Naval Aviation Leaders Detail Focus on Improving Readiness, Increasing Lethality
By OTTO KREISHER, Seapower Correspondent
RENO, Nev. — The clear focus of the leaders of carrier-based naval aviation during the three days of the annual Tailhook conference was on improving readiness to be able to “fight tonight,” followed by increasing the lethality and survivability of the carrier air wings.
The leaders expressed confidence that despite an erosion of the traditional U.S. technological advantage against rising peer competitors their emerging new aircraft, sensors and weapons, and, most importantly, the talent of their pilots and crew members, will enable them to win in an era of great power competition.
When considering the priorities for any future warfight, “I think about full-up, mission-capable aircraft, people and readiness,” said Vice Adm. DeWolfe Miller, commander, Naval Air Forces, or the “air boss.”
“We’re all aligned throughout the Navy, and Marine Corps” to get the things needed for the fight, Miller said at a panel of his top leaders. “Our focus is really ... to provide the aircraft our JOs [junior officers] need to win the fight.”
“Our primary contribution to the readiness recovery piece is that before we buy any airplane, any piece of equipment, we look at building the readiness rates,” said Lt. Gen. Steven Rudder, the deputy Marine Corps commandant for aviation.
That means making sure the aircraft repair depots, the intermediate maintenance centers and the supply system have the money to provide the good airplanes and the spare parts needed to gain readiness, and “to give the line commanders what they need to fly airplanes,” Rudder said.
“The leaders up here cannot forget our JOs are flying combat today,” he added, listing every type of aircraft his Marines are flying. “We owe it to them to do our jobs.”
The leaders of the support elements Rudder cited were on the panel and joined in the pledge to do what was needed to reverse nearly a decade of declining combat readiness in the Tailhook forces, and gave generally positive statements on the progress being made with the recent increases in defense funding.
Two earlier panels of lower-level commanders and program sponsors described the current and upcoming aircraft and systems that will make up the future carrier air wing, with considerable emphasis on the need for sensors, command and control platforms and secure networks that will allow those air wings to fight “farther, faster, more lethal,” said Navy Capt. Michael Wosje, branch head for carrier-based aircraft and weapons.
In the near term, the air wings will look a lot like the current ones, with F/A-18 Super Hornets having replaced the few remaining legacy Hornets, the EA-18G Growler electronic warfare jets with a next-generation jammer, the improved E-2D succeeding the C model, updated MH-60R and MH-60S helicopters and, within two years, the fifth-generation F-35C adding enhanced sensors, data analysis and sharing capability, as well as a strike and counter-air role.
But future decades will see the arrival of the MQ-25 unmanned aerial refueling aircraft, which is expected to have some reconnaissance and surveillance capabilities, and perhaps other platforms to enhance manned-unmanned teaming. There also is the longer-term prospect of products of the Future Vertical Lift program, led by the Army, replacing the H-60s.

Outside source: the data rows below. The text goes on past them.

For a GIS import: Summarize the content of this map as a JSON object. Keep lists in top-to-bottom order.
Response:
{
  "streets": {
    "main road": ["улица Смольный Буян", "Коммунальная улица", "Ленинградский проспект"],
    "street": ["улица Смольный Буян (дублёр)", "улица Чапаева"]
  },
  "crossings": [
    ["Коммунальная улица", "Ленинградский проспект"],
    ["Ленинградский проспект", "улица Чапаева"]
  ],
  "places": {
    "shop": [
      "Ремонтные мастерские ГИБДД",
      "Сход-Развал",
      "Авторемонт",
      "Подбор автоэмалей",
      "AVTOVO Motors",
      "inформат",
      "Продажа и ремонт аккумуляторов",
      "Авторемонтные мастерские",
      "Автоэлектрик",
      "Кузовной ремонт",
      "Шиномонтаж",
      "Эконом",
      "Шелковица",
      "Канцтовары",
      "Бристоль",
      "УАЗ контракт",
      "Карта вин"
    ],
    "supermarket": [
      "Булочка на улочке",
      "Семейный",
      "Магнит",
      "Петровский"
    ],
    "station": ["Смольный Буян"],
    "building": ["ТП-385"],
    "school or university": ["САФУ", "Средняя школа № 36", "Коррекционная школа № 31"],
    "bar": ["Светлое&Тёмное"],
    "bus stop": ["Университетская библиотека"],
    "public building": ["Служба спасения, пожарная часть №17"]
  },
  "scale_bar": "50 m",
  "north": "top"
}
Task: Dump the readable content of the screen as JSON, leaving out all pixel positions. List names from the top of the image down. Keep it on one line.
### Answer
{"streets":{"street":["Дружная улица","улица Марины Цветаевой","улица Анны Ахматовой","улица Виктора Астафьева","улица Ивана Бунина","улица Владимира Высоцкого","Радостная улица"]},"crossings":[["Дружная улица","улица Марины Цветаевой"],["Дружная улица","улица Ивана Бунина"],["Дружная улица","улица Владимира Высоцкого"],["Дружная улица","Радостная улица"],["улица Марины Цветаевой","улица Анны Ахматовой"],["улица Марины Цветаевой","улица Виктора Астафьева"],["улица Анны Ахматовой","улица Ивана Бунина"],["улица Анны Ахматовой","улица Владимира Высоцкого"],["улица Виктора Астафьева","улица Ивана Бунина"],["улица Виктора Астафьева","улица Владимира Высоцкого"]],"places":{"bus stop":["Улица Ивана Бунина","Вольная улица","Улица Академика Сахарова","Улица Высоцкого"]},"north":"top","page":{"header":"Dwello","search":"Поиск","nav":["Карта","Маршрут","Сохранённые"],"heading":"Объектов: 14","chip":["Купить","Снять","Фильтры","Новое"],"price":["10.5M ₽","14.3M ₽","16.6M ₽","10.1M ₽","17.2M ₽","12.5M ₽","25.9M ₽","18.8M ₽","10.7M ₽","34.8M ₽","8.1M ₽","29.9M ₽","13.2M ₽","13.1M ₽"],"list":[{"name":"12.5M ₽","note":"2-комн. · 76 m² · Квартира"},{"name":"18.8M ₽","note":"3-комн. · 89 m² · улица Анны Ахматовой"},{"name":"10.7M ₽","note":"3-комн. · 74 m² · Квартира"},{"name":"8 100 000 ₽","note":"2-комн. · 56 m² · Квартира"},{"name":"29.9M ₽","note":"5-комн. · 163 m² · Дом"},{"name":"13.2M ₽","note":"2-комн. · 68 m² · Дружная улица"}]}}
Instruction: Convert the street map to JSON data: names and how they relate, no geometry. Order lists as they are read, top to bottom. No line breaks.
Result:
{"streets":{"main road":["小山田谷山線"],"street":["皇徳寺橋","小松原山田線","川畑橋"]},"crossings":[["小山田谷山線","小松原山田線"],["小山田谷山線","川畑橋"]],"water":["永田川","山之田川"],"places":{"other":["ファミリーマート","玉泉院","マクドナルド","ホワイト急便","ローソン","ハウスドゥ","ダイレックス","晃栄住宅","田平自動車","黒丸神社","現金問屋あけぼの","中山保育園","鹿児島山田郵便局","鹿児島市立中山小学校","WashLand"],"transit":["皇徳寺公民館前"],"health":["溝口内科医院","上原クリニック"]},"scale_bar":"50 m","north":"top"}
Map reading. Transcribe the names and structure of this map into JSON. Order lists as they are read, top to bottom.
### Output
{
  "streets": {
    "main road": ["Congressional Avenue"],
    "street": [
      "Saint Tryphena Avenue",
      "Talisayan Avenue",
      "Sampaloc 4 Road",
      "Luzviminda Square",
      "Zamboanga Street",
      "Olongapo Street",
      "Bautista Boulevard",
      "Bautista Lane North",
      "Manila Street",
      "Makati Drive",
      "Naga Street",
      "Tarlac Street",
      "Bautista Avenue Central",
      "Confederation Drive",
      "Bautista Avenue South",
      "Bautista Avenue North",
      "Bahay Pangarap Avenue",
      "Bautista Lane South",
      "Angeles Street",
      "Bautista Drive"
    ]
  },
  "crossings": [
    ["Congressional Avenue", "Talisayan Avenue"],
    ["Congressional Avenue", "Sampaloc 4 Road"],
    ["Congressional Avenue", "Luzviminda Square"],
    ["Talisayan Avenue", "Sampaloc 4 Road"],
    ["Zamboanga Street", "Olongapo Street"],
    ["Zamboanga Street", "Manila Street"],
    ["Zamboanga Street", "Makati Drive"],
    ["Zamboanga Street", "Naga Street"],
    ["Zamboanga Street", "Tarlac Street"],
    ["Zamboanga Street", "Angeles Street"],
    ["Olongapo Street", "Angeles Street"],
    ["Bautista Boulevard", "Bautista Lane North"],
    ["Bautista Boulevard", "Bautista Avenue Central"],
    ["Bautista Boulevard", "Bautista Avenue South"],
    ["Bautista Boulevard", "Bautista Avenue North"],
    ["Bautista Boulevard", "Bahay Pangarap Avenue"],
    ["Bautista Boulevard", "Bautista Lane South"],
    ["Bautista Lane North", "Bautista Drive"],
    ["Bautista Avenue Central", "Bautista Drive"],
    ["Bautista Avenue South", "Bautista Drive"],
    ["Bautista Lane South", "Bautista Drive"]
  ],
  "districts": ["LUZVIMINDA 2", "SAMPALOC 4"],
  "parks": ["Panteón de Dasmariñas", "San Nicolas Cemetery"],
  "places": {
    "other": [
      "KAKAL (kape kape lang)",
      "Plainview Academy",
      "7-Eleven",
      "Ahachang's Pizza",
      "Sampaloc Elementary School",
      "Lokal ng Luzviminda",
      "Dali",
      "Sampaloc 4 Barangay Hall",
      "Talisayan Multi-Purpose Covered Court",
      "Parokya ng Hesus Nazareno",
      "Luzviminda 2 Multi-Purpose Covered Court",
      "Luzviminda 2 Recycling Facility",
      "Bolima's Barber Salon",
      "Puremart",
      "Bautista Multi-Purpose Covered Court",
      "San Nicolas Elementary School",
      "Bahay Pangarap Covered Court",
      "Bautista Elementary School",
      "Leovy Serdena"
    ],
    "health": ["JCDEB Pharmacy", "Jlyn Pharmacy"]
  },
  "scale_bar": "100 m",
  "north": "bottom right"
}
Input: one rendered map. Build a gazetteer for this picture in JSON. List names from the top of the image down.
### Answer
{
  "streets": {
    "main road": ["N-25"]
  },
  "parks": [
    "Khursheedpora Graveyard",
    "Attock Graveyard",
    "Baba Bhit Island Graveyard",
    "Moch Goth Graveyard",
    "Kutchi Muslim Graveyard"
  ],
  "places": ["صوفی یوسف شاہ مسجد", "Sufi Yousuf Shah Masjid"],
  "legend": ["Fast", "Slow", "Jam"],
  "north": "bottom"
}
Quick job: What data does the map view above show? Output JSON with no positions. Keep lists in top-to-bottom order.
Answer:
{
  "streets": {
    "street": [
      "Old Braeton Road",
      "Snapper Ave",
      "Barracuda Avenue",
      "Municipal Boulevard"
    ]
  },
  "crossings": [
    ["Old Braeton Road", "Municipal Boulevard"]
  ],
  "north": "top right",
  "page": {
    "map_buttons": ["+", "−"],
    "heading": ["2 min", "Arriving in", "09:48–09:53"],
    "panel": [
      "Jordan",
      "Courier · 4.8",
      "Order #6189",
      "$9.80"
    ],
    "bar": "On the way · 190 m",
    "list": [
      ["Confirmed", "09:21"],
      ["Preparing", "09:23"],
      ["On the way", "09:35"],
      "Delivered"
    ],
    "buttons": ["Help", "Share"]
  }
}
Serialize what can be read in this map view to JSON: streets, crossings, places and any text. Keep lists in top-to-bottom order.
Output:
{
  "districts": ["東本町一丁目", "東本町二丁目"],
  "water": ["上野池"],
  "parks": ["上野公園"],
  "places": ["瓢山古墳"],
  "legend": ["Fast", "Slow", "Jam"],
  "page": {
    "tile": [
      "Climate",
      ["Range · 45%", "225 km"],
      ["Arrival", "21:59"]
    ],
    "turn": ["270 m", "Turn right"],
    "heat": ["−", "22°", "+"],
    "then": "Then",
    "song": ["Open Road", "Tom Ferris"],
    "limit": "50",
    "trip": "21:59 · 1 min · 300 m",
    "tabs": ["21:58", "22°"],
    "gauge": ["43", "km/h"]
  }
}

And, at an undetermined date, the possibility of a sixth-generation tactical warfare aircraft, which may be manned, unmanned or optionally manned.
As proof of the valuable role that the current H-60s play in the carrier air wing, Tailhook included for the first time in its 62 years a panel of rotary-wing aviators. Introducing the panelists, Rear Adm. Daniel Fillion, a rotary-wing veteran now a manpower manager, said their appearance was evidence that “you young aviators are completely integrated in the air wing. … You represent a component of the air wing that has no match on the planet.”
The H-60s are the sole antisubmarine warfare asset on the carrier, and provide antisurface warfare and sea control, search and rescue, ground forces and special operations airlift and ground interdiction capabilities. They also contribute to the increasingly vital collection, processing and distribution of sensor information and extended command and control, which was emphasized in nearly every presentation at Tailhook.
The need for more extensive collection of sensor data, quicker processing — aided by artificial intelligence and machine learning — and distribution to everyone needing that information, including allies and partners, clashes directly with heightened concerns about cyber security, jamming and electro-magnetic management. For the first time since the end of the Cold War, carrier air wings are being trained to operate in “emcon” conditions, which can mean no transmissions by radio, radar or other active electronic emitters.
“In the old days, we operated in emcon. We’re going to be again. It’s old school, but real school in the 21st century, Fillion said.